Il progetto di realizzazione della nuova sede di “Cervia Ambiente” prevede la riconversione dello spazio comunale ex-sede del Servizio Verde (ex-Vivaio) in una struttura che gravita sul Parco Naturale, ampliando e qualificando l’offerta dei servizi, attraverso la realizzazione di un polo dedicato all’ambiente, quale centro di studi, ricerche, divulgazioni e monitoraggio dei cambiamenti climatici e dei loro effetti su flora, fauna e territorio.
Fra gli obiettivi principali anche l’aumento delle competenze e conoscenze dei tecnici e addetti ai lavori, lo sviluppo di nuovi servizi di didattica ambientale, informazione sulle biodiversità, ambiente e cambiamenti climatici rivolti a comunità, turisti, scuole.

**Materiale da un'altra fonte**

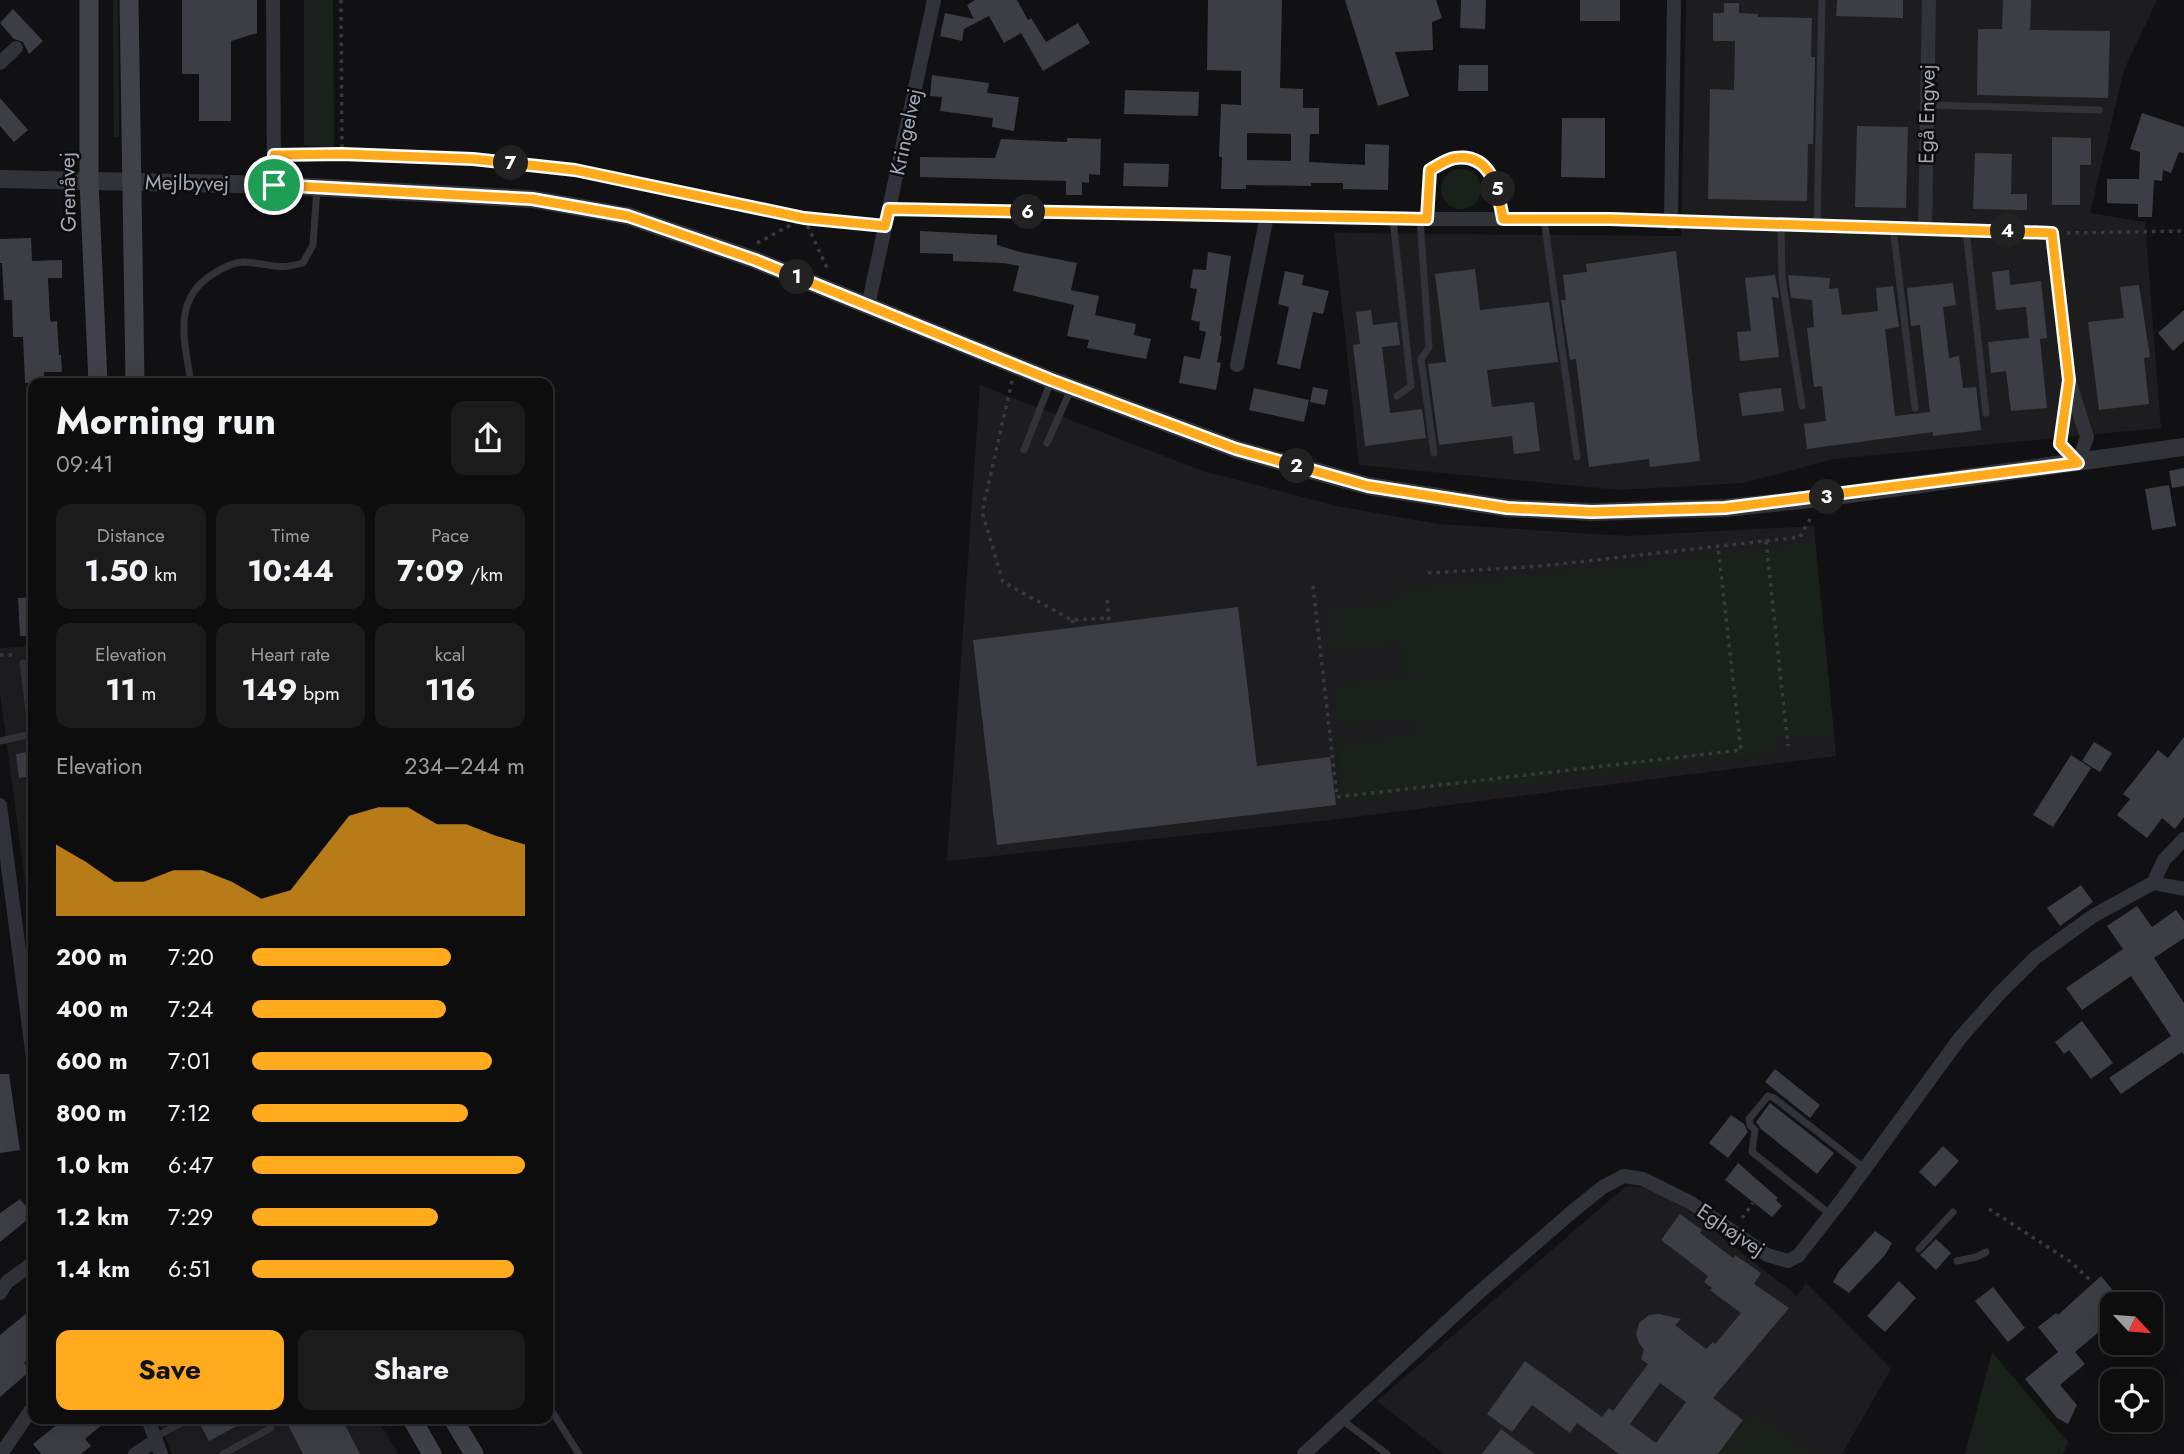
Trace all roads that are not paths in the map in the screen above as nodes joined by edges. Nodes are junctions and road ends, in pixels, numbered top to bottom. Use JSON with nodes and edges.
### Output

Il progetto prevede un investimento per la realizzazione della struttura di 1,5 milioni di euro, di cui 790.000 euro finanziati dalla Regione Emilia-Romagna, costruita aderendo a protocolli energetico ambientali nazionali e internazionali, con particolare attenzione all’efficienza energetica, all’impatto ambientale, alla qualità degli ambienti interni, al suolo e terreni sostenibili, al consumo d’acqua, alle riduzioni di emissioni atmosferiche, alla qualità dell’aria interna, all’innovazione e design, ai materiali, ai rifiuti, alla gestione, alla salute e al benessere degli utenti.
Accanto al progetto infrastrutturale è previsto un percorso partecipativo indirizzato a stakeholders, Istituzioni, soggetti tecnico-scientifici, Istituti di ricerca, Università, che consenta di focalizzare meglio gli ambiti di lavoro, le possibili collaborazioni e partenariati finalizzati alla gestione del nuovo centro.